With members of the Federal Communications Commission (FCC) flitting about dropping the broad outline of what a national broadband strategy could encompass, it is clear some service providers are much better positioned than others to live up to a goal of 100 Mbps in 100 million homes by 2020.  Others are clearly scared and above it all Google has got municipalities performing cheap stunts – to borrow a phrase from Howard Stern, “Bark like a dog!”

Players who are ready to step up to the plate — See, Blair Levin, baseball analogy, wink-wink – include the cable industry and Verizon.  Comcast’s Xfinity offering/marketing repackage includes a nice line about “100 Mbps soon” and they’ve nearly got all that shiny new DOCSIS 3.0 infrastructure out.  Other cable companies, including Cox – my provider – are also on the DOCSIS 3.0 bandwagon, a technology capable of proving up to 600 Mbps downstream and 200 Mbps up.

Verizon’s FiOS fiber-to-the-home network is already positioned to one-up cable, however, depending on how you want to split hairs.  While the company currently only sells 50 Mbps as its max speed, this is due to marketing considerations rather than actual hardware capacity in most markets.  Initial FiOS deployments started with 155 Mbps gear, but shifted to GPON – Gigabit speeds, bunkie. A couple of years ago, Verizon engineers were scoping out 10GPON and wavelength-to-the-home gear for future deployments.

Needless to say, Verizon could crank 100 Mbps to most of its FiOS plant in an eye blink – and probably will about two minutes before or after a couple of cable companies start running at 100 Mbps.

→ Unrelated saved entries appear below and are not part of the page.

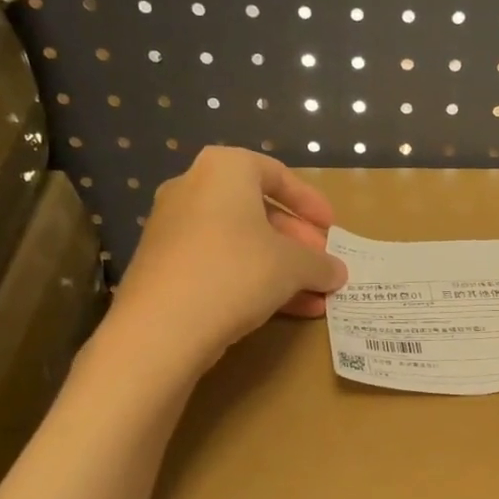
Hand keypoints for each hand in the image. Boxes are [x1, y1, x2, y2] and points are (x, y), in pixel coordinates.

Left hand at [107, 147, 345, 370]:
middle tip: (322, 264)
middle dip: (296, 241)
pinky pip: (218, 264)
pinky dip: (251, 280)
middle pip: (257, 211)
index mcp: (224, 170)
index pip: (276, 174)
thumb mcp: (293, 266)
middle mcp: (192, 189)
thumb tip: (337, 272)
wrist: (161, 328)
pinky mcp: (163, 267)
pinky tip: (283, 310)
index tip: (331, 227)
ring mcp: (172, 229)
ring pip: (239, 243)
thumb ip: (320, 264)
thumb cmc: (236, 272)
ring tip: (313, 295)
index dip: (310, 201)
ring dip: (279, 267)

Again – this is one of those “We, the phone company, think this is what you need” attitudes driven by some sort of strategic thinking that is beyond me.  If Steven Jobs or the Fake Steve Jobs were in charge, he’d open up the taps and steamroller the competition.

Carriers less-than-enthusiastic about 100 Mbps to the home include AT&T and Qwest. AT&T bet that fiber-to-the-neighborhood with a copper “last yard” deliver to the home would be good enough to get by, saving the company from the expense of having to trench fiber and make all that mess, but neighborhoods have not been happy with the eyesore distribution boxes necessary to successful pull of the scheme.

Qwest, well, god bless ‘em, it doesn’t have the cash for consumer broadband builds like AT&T or Verizon have done, plus it got saddled with the long-(Wiremile) end of the stick when it comes to its customers.  I have this sad feeling that Qwest will ultimately end up as a ward of the U.S. government a la GM at some point because of the lack o’ cash.

I suppose the Google-ites are chortling about Topeka, Kansas renaming their town to Google (Psst, Hey, Topeka, if any town is going to get renamed, it’ll be Mountain View, California…)

But more seriously, you’ve got municipalities setting up Facebook pages begging for Google investment and who knows what else behind the scenes.  You’d think we were in the Great Depression rather than an ugly recession at some of the urgency and pleading going on to get Google to come to town and it’s only going to get worse.

Be interesting to see if The Goog actually writes a check or two, but Baltimore, seriously, come off your knees with the begging.